Querying DSE Graph vertices and edges with Spark SQL

Spark SQL can query DSE Graph vertex and edge tables.

Spark SQL can query DSE Graph vertex and edge tables. The dse_graph database holds the vertex and edge tables for each graph. The naming format for the tables is graph name_vertices and graph name_edges. For example, if you have a graph named gods, the vertices and edges are accessible in Spark SQL in the dse_graph.gods_vertices and dse_graph.gods_edges tables.
select * from dse_graph.gods_vertices;
If you have properties that are spelled the same but with different capitalizations (for example, id and Id), start Spark SQL with the --conf spark.sql.caseSensitive=true option.


Start your cluster with both Graph and Spark enabled.


  1. Start the Spark SQL shell.
    dse spark-sql
  2. Query the vertices and edges using SELECT statements.
    USE dse_graph;
    SELECT * FROM gods_vertices where name = 'Zeus';
  3. Join the vertices and edges in a query.

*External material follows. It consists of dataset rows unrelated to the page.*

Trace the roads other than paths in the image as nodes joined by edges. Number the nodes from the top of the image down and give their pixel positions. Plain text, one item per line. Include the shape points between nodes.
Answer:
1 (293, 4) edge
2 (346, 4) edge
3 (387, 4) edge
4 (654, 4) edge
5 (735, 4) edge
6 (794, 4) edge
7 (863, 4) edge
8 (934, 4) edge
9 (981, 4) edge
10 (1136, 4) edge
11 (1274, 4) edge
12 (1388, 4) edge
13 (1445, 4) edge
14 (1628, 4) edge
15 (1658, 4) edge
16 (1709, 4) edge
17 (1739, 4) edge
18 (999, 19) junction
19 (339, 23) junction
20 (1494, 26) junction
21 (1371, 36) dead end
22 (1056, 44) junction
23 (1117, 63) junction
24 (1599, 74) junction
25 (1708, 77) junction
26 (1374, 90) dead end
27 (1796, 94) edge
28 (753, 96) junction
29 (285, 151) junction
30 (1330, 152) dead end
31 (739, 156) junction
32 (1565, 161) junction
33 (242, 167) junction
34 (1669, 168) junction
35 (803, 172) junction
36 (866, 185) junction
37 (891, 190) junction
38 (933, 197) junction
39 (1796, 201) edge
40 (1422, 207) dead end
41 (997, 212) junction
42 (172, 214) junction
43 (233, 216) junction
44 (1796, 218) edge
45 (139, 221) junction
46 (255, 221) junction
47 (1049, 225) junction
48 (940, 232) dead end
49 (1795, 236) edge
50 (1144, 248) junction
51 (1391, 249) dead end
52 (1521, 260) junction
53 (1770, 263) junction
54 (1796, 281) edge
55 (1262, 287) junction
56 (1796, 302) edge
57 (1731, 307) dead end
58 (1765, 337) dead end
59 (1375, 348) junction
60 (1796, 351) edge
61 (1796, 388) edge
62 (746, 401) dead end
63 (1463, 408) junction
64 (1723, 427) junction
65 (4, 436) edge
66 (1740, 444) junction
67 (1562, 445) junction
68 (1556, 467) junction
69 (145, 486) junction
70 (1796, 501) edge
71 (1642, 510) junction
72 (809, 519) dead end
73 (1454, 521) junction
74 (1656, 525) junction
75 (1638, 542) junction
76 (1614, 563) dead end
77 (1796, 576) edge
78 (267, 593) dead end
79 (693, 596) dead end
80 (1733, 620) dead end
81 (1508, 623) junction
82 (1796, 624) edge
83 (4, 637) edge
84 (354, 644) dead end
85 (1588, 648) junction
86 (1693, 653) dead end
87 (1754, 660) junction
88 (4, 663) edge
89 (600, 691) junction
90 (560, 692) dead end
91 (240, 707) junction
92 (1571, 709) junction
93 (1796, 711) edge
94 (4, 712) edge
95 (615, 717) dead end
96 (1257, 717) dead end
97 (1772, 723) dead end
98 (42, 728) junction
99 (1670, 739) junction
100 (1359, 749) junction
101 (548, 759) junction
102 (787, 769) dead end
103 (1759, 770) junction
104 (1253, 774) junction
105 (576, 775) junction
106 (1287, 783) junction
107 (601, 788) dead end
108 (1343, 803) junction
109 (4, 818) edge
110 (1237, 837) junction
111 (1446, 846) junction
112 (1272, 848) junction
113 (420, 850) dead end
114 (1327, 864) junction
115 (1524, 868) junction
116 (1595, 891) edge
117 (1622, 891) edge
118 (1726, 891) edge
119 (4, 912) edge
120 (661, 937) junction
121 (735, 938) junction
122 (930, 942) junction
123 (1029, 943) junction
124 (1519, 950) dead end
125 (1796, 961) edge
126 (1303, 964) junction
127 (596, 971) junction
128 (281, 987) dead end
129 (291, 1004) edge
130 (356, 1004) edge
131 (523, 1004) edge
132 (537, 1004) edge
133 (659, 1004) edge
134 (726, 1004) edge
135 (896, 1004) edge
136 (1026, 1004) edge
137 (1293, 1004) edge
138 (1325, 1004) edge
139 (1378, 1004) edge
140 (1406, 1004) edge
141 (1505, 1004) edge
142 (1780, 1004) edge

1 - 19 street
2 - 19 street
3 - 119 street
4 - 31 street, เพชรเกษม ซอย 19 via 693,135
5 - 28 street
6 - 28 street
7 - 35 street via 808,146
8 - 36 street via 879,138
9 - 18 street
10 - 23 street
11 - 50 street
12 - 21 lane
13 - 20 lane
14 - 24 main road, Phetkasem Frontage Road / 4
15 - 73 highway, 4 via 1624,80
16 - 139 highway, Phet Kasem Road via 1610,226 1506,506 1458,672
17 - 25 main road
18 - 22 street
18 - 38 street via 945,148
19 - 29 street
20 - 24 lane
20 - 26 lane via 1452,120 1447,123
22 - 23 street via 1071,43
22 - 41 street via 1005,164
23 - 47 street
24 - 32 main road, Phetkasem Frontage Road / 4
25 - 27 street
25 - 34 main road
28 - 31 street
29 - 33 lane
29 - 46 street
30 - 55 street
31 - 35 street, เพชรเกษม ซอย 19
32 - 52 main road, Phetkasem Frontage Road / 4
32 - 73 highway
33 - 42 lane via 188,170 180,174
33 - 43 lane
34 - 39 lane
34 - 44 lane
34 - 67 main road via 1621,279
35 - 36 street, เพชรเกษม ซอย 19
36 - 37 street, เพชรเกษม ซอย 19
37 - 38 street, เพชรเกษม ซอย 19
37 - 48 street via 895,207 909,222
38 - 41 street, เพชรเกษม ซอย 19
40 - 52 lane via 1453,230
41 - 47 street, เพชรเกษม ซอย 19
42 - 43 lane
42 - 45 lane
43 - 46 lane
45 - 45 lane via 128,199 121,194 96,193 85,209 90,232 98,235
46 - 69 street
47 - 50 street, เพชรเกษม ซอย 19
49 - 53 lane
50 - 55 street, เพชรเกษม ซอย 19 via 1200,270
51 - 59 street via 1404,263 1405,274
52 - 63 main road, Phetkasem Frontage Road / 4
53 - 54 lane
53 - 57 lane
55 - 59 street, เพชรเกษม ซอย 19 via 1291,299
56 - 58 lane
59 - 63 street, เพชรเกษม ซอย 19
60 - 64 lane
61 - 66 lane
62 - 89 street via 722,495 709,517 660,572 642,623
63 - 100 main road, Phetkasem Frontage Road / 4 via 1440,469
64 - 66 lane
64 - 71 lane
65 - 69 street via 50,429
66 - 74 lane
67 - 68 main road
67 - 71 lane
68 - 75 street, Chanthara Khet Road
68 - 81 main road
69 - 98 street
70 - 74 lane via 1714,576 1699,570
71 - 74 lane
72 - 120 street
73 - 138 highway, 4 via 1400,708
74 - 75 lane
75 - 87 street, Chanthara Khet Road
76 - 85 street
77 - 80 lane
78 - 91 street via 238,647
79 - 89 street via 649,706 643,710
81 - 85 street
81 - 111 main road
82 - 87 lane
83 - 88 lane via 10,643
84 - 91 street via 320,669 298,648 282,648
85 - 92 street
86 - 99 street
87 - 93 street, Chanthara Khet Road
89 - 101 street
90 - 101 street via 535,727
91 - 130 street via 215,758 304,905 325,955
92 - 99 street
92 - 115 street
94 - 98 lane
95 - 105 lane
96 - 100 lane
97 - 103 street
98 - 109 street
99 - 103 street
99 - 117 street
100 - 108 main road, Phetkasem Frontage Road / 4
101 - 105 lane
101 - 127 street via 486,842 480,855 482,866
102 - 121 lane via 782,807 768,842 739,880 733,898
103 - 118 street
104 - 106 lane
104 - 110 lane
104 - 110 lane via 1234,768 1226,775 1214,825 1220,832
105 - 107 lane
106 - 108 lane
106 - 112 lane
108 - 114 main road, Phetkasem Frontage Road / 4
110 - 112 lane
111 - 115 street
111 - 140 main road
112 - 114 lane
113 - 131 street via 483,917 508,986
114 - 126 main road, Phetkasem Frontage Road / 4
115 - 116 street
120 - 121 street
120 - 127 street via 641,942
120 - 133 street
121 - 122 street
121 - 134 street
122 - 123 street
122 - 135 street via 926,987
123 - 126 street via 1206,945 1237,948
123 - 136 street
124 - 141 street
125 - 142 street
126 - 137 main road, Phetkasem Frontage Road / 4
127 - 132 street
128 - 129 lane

    Vertices are identified by id columns. Edge tables have src and dst columns that identify the from and to vertices, respectively. A join can be used to traverse the graph. For example to find all vertex ids that are reached by the out edges:

    SELECT gods_edges.dst FROM gods_vertices JOIN gods_edges ON gods_vertices.id = gods_edges.src;

What's next

The same steps work from the Spark shell using spark.sql() to run the query statements, or using the JDBC/ODBC driver and the Spark SQL Thrift Server.